## TASK STATEMENT
Copy out all the lines in the records that include the word "Henderson".

#####

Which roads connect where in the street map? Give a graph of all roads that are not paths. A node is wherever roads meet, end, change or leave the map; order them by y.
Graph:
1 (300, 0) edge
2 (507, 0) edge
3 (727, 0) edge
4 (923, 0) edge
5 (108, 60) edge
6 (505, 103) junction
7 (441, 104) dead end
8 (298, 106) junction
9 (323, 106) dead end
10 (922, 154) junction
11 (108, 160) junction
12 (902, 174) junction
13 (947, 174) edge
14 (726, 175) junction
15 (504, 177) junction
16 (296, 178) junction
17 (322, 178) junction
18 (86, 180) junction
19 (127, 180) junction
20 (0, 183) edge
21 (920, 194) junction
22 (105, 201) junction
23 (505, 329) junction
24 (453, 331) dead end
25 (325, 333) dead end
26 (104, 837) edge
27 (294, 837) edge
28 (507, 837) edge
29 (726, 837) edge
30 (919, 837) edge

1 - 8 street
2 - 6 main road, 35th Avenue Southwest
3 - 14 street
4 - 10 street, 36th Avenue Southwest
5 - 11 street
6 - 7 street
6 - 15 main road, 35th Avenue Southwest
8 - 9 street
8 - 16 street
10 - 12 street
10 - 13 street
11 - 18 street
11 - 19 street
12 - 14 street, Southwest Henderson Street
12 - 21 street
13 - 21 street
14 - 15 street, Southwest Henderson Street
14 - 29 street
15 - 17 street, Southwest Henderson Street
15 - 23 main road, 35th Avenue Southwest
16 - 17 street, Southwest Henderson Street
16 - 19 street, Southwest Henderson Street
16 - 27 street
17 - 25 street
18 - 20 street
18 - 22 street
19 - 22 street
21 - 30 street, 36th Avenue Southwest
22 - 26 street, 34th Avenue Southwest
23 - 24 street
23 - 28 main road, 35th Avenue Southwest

#####

## OUTPUT FOR THIS EXERCISE
12 - 14 street, Southwest Henderson Street
14 - 15 street, Southwest Henderson Street
15 - 17 street, Southwest Henderson Street
16 - 17 street, Southwest Henderson Street
16 - 19 street, Southwest Henderson Street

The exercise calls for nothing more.